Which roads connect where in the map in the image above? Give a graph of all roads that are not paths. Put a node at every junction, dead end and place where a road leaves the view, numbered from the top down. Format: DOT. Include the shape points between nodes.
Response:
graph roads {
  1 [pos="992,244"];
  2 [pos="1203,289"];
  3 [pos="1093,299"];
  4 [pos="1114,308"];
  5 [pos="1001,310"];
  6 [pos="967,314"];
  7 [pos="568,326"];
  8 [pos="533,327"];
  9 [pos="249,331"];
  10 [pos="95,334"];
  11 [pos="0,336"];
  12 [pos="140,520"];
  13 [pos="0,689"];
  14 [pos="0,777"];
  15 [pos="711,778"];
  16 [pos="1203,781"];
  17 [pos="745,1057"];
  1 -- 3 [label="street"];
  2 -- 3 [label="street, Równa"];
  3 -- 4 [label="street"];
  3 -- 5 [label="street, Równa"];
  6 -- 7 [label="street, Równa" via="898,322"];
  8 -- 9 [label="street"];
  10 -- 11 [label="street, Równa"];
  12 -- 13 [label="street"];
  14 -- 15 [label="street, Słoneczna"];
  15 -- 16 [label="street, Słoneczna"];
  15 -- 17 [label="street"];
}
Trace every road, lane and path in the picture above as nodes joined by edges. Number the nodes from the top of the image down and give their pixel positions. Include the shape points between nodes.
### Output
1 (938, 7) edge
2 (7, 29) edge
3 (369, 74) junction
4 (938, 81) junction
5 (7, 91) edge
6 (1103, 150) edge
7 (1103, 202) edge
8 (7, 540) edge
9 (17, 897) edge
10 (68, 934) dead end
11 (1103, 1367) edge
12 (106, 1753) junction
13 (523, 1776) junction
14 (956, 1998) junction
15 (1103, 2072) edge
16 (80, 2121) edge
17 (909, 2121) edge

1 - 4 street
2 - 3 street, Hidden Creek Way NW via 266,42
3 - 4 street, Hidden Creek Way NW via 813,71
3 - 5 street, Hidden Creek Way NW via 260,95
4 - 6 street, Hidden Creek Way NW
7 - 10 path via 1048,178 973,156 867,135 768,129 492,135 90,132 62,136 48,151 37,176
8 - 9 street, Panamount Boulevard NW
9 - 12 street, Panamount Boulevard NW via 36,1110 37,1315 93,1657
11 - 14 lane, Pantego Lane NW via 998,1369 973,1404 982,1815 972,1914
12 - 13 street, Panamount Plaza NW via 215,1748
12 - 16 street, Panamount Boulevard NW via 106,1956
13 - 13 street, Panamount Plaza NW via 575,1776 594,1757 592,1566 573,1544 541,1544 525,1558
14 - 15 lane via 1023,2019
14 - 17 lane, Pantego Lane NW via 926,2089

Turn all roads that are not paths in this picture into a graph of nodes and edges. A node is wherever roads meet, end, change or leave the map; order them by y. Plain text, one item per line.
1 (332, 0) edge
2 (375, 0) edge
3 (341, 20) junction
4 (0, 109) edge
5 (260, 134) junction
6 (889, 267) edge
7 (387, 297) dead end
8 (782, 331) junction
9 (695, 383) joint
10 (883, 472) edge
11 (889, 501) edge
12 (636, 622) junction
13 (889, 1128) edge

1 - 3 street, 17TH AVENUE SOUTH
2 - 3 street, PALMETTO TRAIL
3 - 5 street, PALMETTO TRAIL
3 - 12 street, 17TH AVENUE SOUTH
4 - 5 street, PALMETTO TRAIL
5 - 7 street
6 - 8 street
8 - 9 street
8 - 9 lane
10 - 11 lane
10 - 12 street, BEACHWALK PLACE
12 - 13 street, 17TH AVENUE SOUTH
========================================================================
§ WORK ITEM
Wherever the string "between" occurs in the records, copy the line it is in.

§ RESPONSE BELOW
Which roads connect where in the map in the image above? Give a graph of all roads that are not paths. Put a node at every junction, dead end and place where a road leaves the view, numbered from the top down. Format: DOT. Include the shape points between nodes.
Trace every road, lane and path in the picture above as nodes joined by edges. Number the nodes from the top of the image down and give their pixel positions. Include the shape points between nodes.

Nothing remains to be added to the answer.